SpiderLabs Blog

Machine Learning Update 1

Written by Ryan Merritt | May 20, 2013 1:27:00 PM

It has been almost exactly a month since my last post regarding the new project I am working on, so I figure it is time for an update. First off, I was excited and encouraged with the responses I received via Twitter after my initial posting. One response in particular mentioned the related work that @silviocesare is doing with the SimSeer project as well as a book he co-authored "Software Similarityand Classification". Both appear to be excellent resources and I plan to check them both out in more detail as time allows.

It seems as if the stars were in alignment because just after I announced the project, a little birdy (@spookerlabs) let me know that a free Machine Learning course from Stanford University was being presented through Coursera. Did I mention that it is free? I signed up for it and we are about four weeks through the 10-week course. I have to say that I am pretty impressed with how the course is laid out and presented. We wasted no time jumping right into the math, but that shouldn't really be of any surprise to anyone. The course mainly applies Linear Algebra, but an understanding of at least first year Calculus is a definite bonus. For example, here is a slide from the first week of the class covering the application of a Linear Regression Model and the Gradient Descent Algorithm, which would be used to help predict something like house pricing based on known square footage:  
Admittedly it has been awhile since I've applied math concepts like this, in my head I was secretly hoping for something more along the lines of this:


All joking aside though, if you are a self-paced learner this is a great resource that is being made available for free. It is most definitely worth checking out what they have to offer.

The course uses the software package Octave(similar to Matlab) to program solutions to exercises. The Octave language gives you command line input and some pretty impressive graphics manipulation capabilities to model your data with.

Additionally I picked up the book "Machine Learning for Hackers". I haven't gotten too deep into it yet, but the authors are using the language R to solve their problems. R is a free open-sourced tool similar to S. I am looking forward to comparing what I learn in the online course with what I am able to extract from the book. I think it is typically a good idea to not get all of your knowledge from a single source.

In general these tools/languages such as R and Octave would likely be used to rapidly prototype your machine learning theories against your data sets. They are great for visualizing and manipulating your data sets, and quickly testing your hypotheses.

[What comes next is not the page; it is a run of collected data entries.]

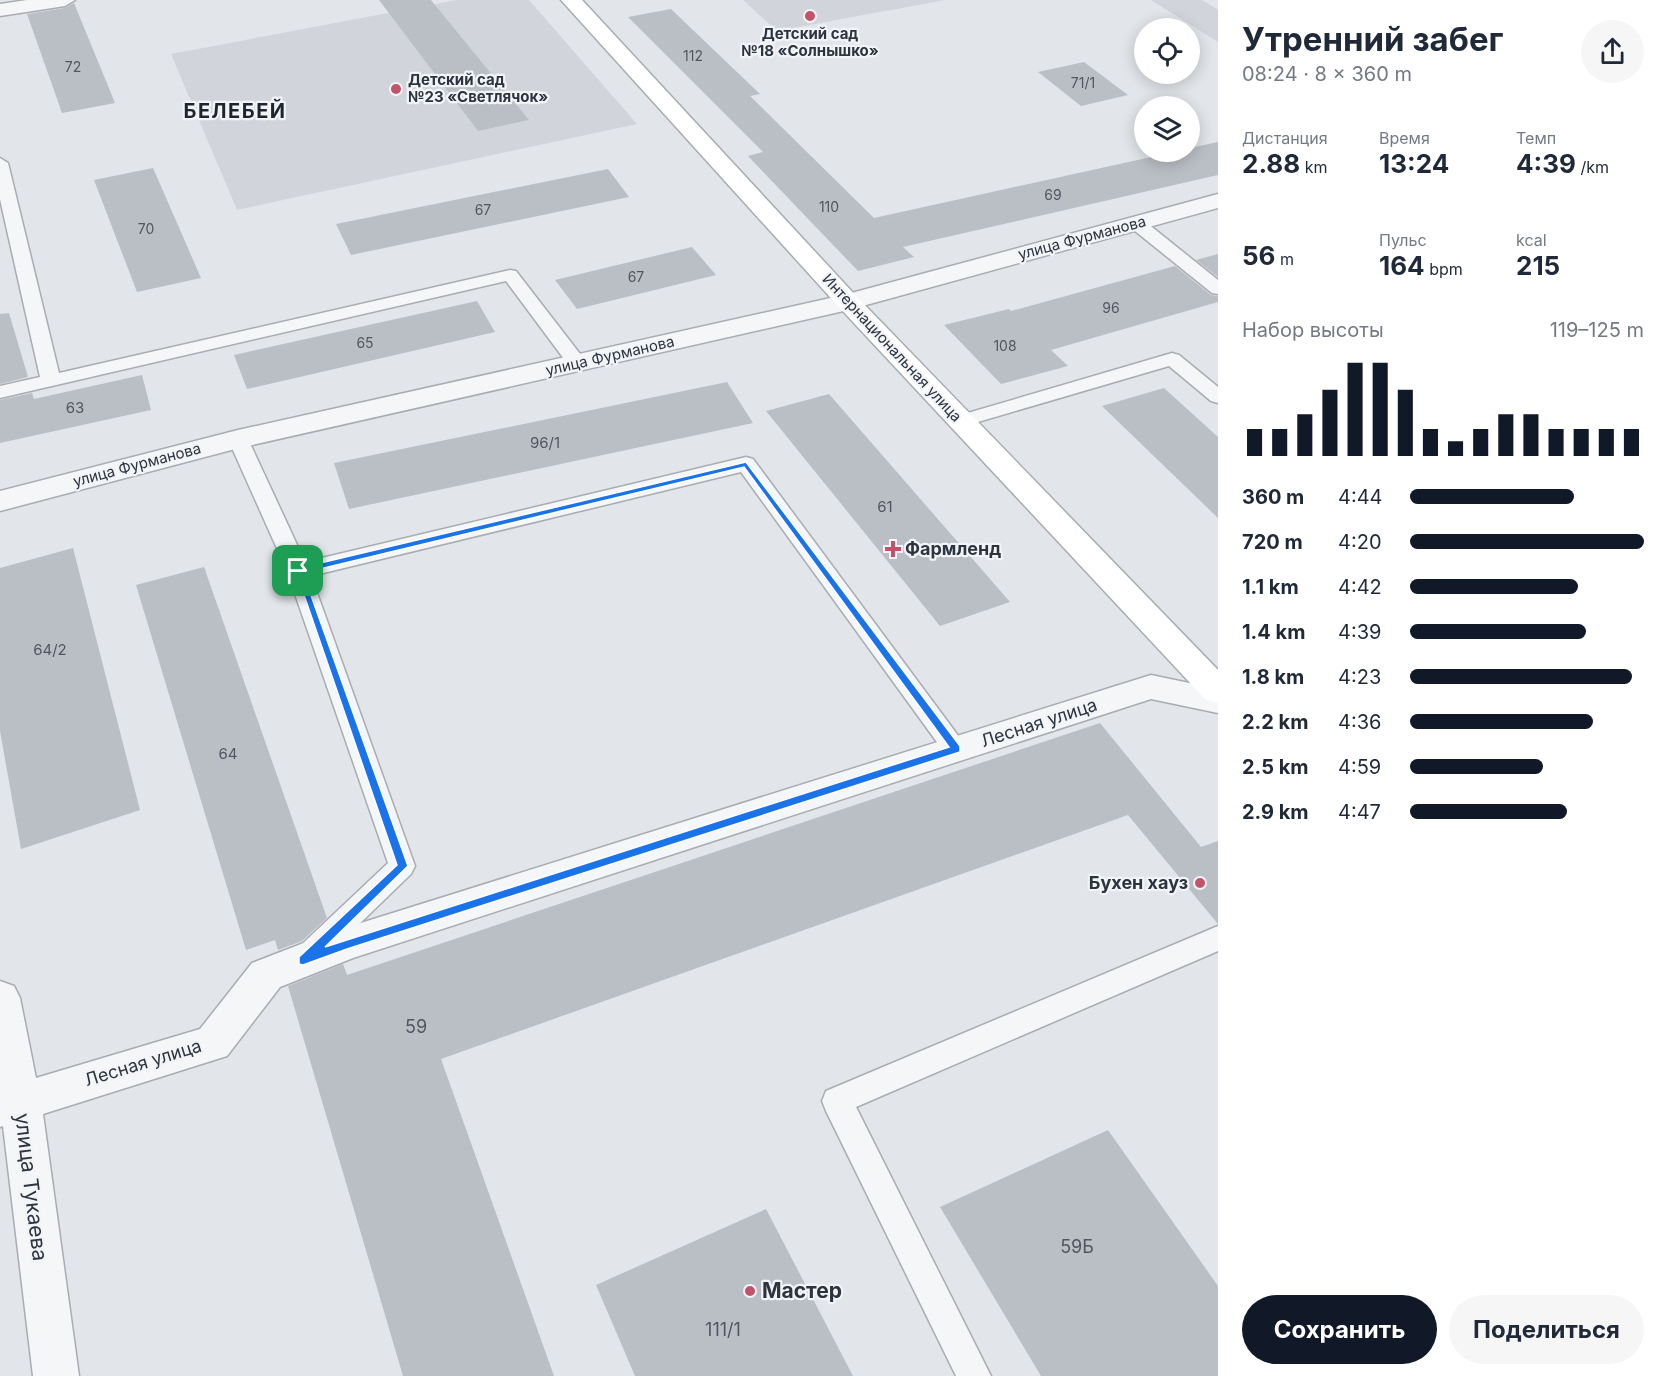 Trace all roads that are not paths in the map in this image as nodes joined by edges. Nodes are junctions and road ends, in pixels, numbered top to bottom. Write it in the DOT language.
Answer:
graph roads {
  1 [pos="65,0"];
  2 [pos="571,0"];
  3 [pos="0,10"];
  4 [pos="0,164"];
  5 [pos="1218,201"];
  6 [pos="1136,224"];
  7 [pos="1218,289"];
  8 [pos="848,302"];
  9 [pos="577,363"];
  10 [pos="51,380"];
  11 [pos="0,392"];
  12 [pos="1218,397"];
  13 [pos="961,421"];
  14 [pos="238,439"];
  15 [pos="0,501"];
  16 [pos="298,571"];
  17 [pos="1218,692"];
  18 [pos="1218,701"];
  19 [pos="956,749"];
  20 [pos="1218,938"];
  21 [pos="303,960"];
  22 [pos="0,998"];
  23 [pos="10,1104"];
  24 [pos="56,1376"];
  25 [pos="974,1376"];
  1 -- 3 [label="street"];
  2 -- 8 [label="street, Интернациональная улица"];
  4 -- 10 [label="lane"];
  5 -- 6 [label="street, улица Фурманова"];
  6 -- 7 [label="lane"];
  6 -- 8 [label="street, улица Фурманова"];
  8 -- 9 [label="street, улица Фурманова"];
  8 -- 13 [label="street, Интернациональная улица"];
  9 -- 10 [label="lane"];
  9 -- 14 [label="street, улица Фурманова"];
  10 -- 11 [label="lane"];
  12 -- 13 [label="lane"];
  13 -- 17 [label="street, Интернациональная улица"];
  14 -- 15 [label="street, улица Фурманова"];
  14 -- 16 [label="lane"];
  16 -- 19 [label="lane"];
  16 -- 21 [label="lane"];
  18 -- 19 [label="street, Лесная улица"];
  19 -- 21 [label="street, Лесная улица"];
  20 -- 25 [label="lane"];
  21 -- 23 [label="street, Лесная улица"];
  22 -- 23 [label="street, улица Тукаева"];
  23 -- 24 [label="street, улица Тукаева"];
}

However, once you are satisfied with the output of your learning algorithm, you will likely want to implement the solution with a more efficient language such as C or Java to use in your production environments. I don't know at this point where to draw that particular line in the sand, but it is something to keep in mind as you work towards your goals.

I am trying to balance this bootstrapping type of learning along with my normal daily duties here at work, and there have already been times when I've had to put this stuff down while dealing with the influx of "real work", but I'm quite excited about the things I'm picking up already, and I'm itching to get my hands dirty. My hope is that by the end of the course I will know enough to be dangerous and I can start publishing some of my initial results right here. Stay tuned...